A Langley city councilman on Monday admitted that he and other members of the council had in the past discussed city business while at a social club, a potential breach of the state’s Open Public Meetings Act.

Councilman Bruce Allen made the admission after he was called out by another council member for making what she characterized as false statements. He’d been in the process of rebuking claims in a recent letter to the editor, saying that city business had never been discussed at the Holmes Harbor Rod and Gun Club, an organization of which four of the five council members are members.

“I object to that because that’s not true,” Councilwoman Dominique Emerson interrupted.

Allen responded by saying, “There was a time that we went out there that we did talk.”

A few minutes prior, Allen emphatically denied that city business had ever been discussed at the club.

“I’m going to declare right now that we go out there every Friday and we do not discuss business,” Allen said.

After objecting to Allen’s claim, she added that the discussions were why she “stopped going” to the club.

Open meeting laws do allow multiple public officials to gather in quorums at social clubs and functions, but they are prohibited from discussing any city business that may come up for a vote.

According to RCW 42.30.010, the state’s Open Public Meetings Act, deliberations by public officials are supposed to be conducted openly. It goes on to say that the public does “not yield their sovereignty to the agencies which serve them. The people, in delegating authority, do not give their public servants the right to decide what is good for the people to know and what is not good for them to know.”

Conflicts of interest and transparency was the subject of an earlier discussion at the start of the meeting. Mayor Tim Callison announced that a “directive” is to be read at the start of city council and citizen committee meetings to prevent potential conflicts of interests. The directive clarifies that the city council or citizen committee members are obligated to withdraw from involvement “in a matter where there’s a conflict or a perceived conflict, even if they feel certain that they can act impartial.”

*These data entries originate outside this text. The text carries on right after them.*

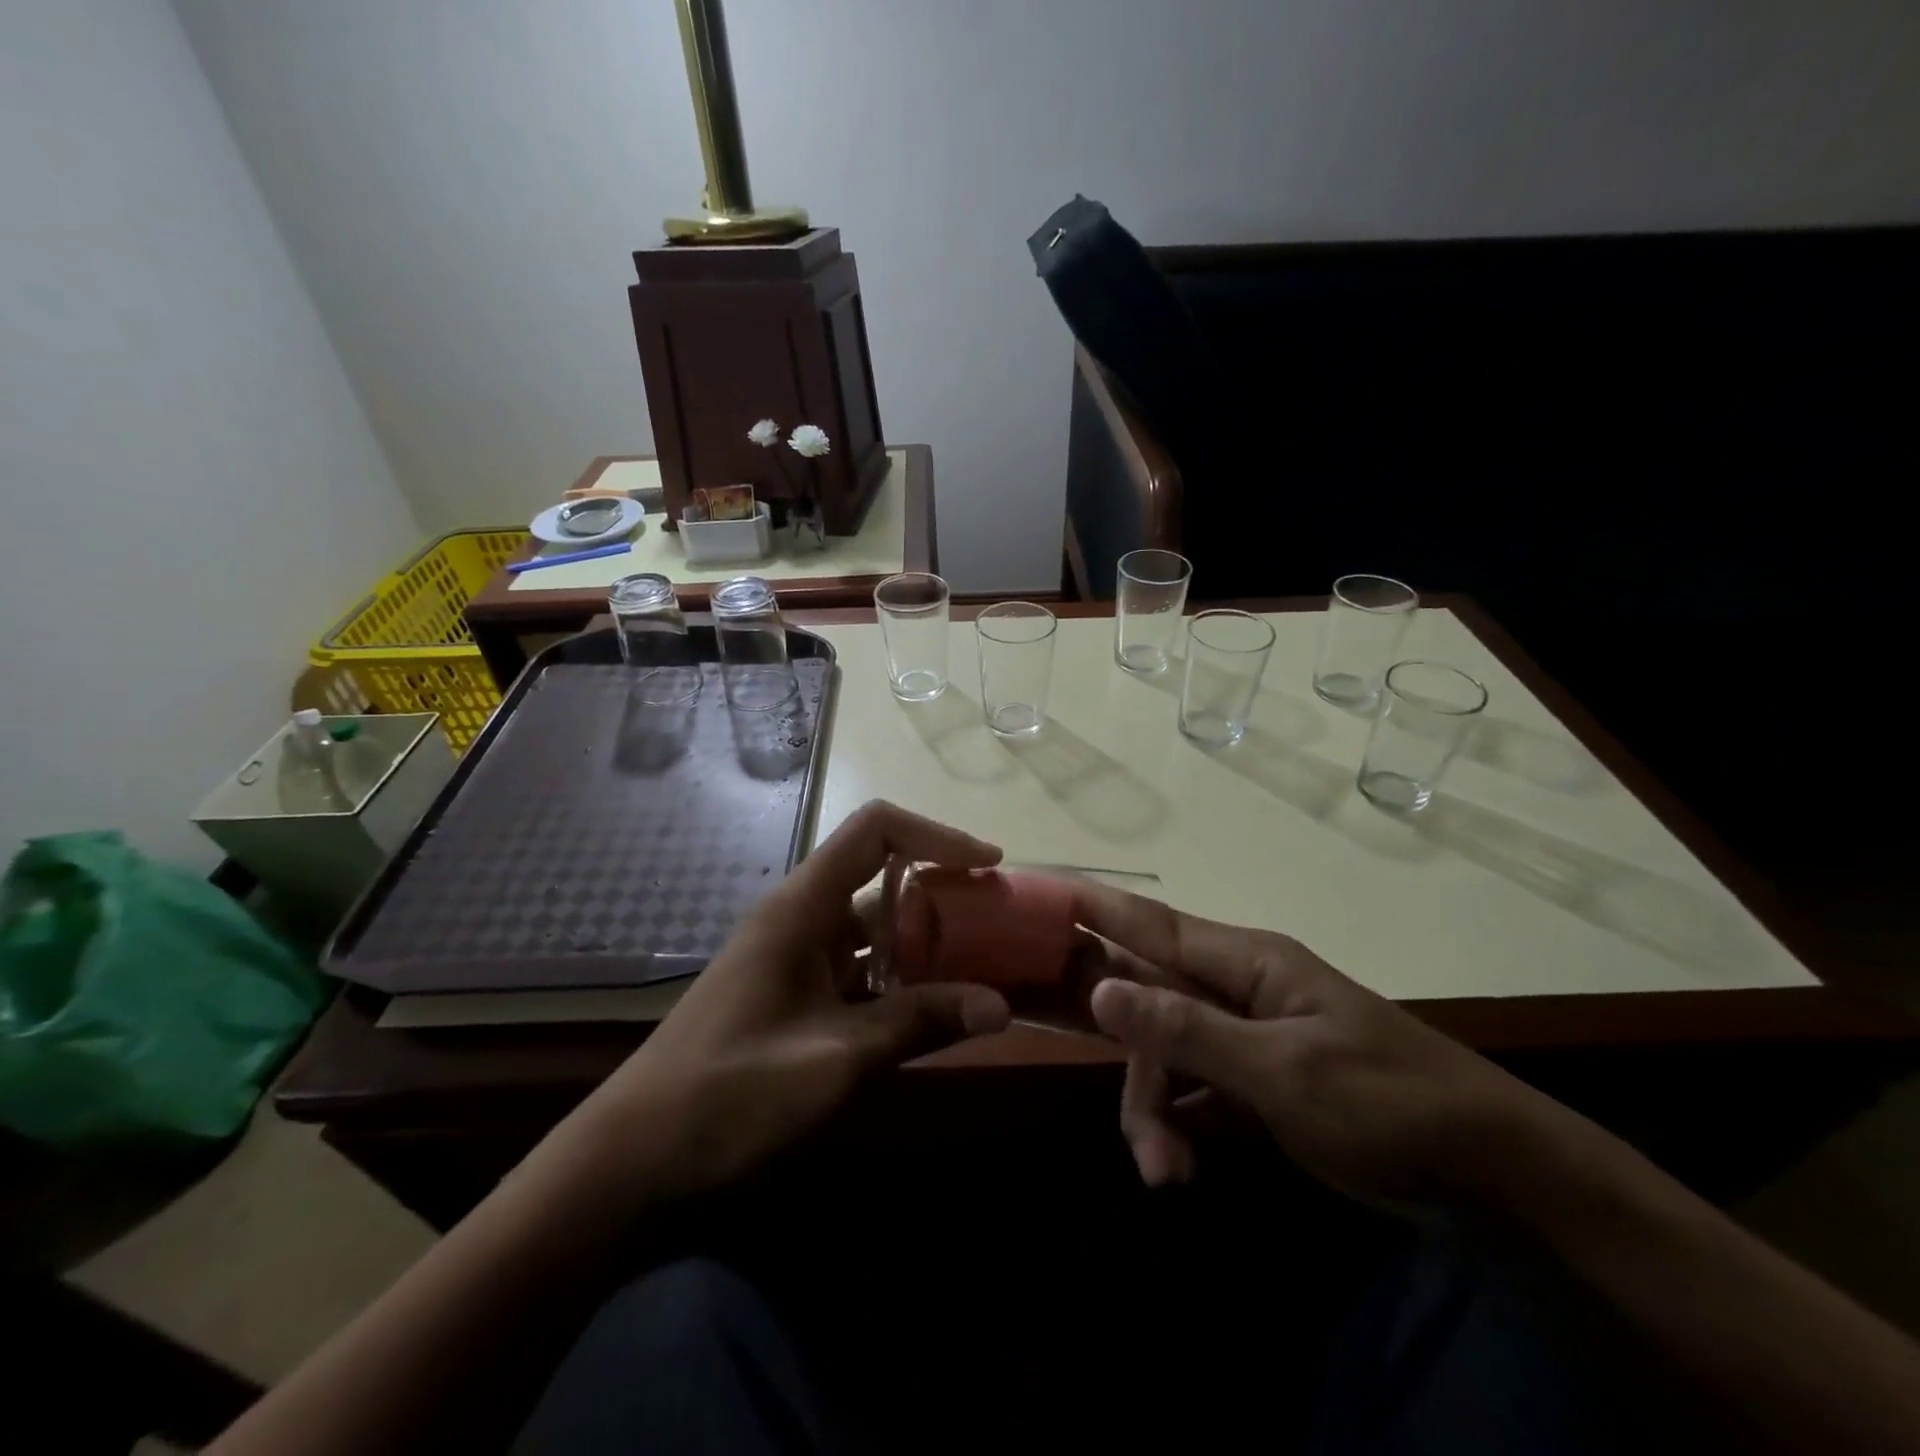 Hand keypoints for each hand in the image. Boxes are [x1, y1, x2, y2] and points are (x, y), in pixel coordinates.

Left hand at [556, 802, 1012, 1206]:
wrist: (634, 1159)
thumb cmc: (731, 1094)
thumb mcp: (836, 1058)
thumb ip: (918, 1022)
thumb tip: (1002, 1006)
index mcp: (802, 906)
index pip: (875, 831)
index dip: (936, 836)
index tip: (987, 866)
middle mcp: (799, 917)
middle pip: (880, 876)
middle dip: (940, 893)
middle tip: (996, 923)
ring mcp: (794, 957)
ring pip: (872, 928)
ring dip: (923, 942)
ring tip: (980, 967)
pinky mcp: (792, 994)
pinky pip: (857, 969)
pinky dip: (897, 980)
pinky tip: (931, 1012)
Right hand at [1072, 882, 1565, 1207]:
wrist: (1490, 1176)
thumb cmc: (1387, 1103)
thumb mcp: (1282, 1071)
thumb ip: (1188, 1029)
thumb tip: (1101, 988)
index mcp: (1244, 961)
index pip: (1150, 923)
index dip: (1092, 907)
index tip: (1037, 893)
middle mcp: (1235, 988)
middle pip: (1146, 1000)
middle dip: (1126, 1056)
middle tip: (1124, 1127)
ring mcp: (1244, 1035)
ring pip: (1164, 1053)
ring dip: (1154, 1109)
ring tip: (1165, 1173)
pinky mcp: (1254, 1081)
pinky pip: (1192, 1089)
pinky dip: (1179, 1125)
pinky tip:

The expectation is that public officials will declare at meetings if there are any “apparent, personal or financial” conflict of interest pertaining to any ordinance, resolution, contract, preceding or action pending that is before the city. If there is a conflict of interest, they are obligated to withdraw themselves from the discussion for its duration.

“It’s a statement directly out of our ordinances regarding ethics,” Callison said. “It’s important today, as things are becoming more and more busy around Langley and more matters are being reviewed by both you and city staff and also, of course, the citizen advisory committees to make sure that it’s important and in front of people’s minds.”

Callison provided the example of former city councilwoman Rene Neff, who he said advocated for city funding for the Island Shakespeare Festival when she was also a member of the body’s board.

“She shouldn’t have done that,” Callison said.

In order to drive home the point, the city council and mayor took turns stating that they would not discuss city business while attending a candidate forum on Oct. 17 at the Langley United Methodist Church.

The city does have an ethics board and its chairman, Bob Frause, was present at the meeting. Frause discussed the rules pertaining to conflicts of interest and transparency, which generated some confusion. Allen questioned whether he needs to announce that he will not discuss city business whenever he’s at the Holmes Harbor Rod and Gun Club.

“Do I need to declare that every time?” Allen asked.

Frause said that the law does not prevent public officials from going to social gatherings, such as those at the club, so long as they are not discussing city business. He said declaring on record at city council meetings that city business will not be discussed at private functions is also helpful.

“Ethically, I think if you’re honest and open about it, you’re doing the right thing,” Frause said.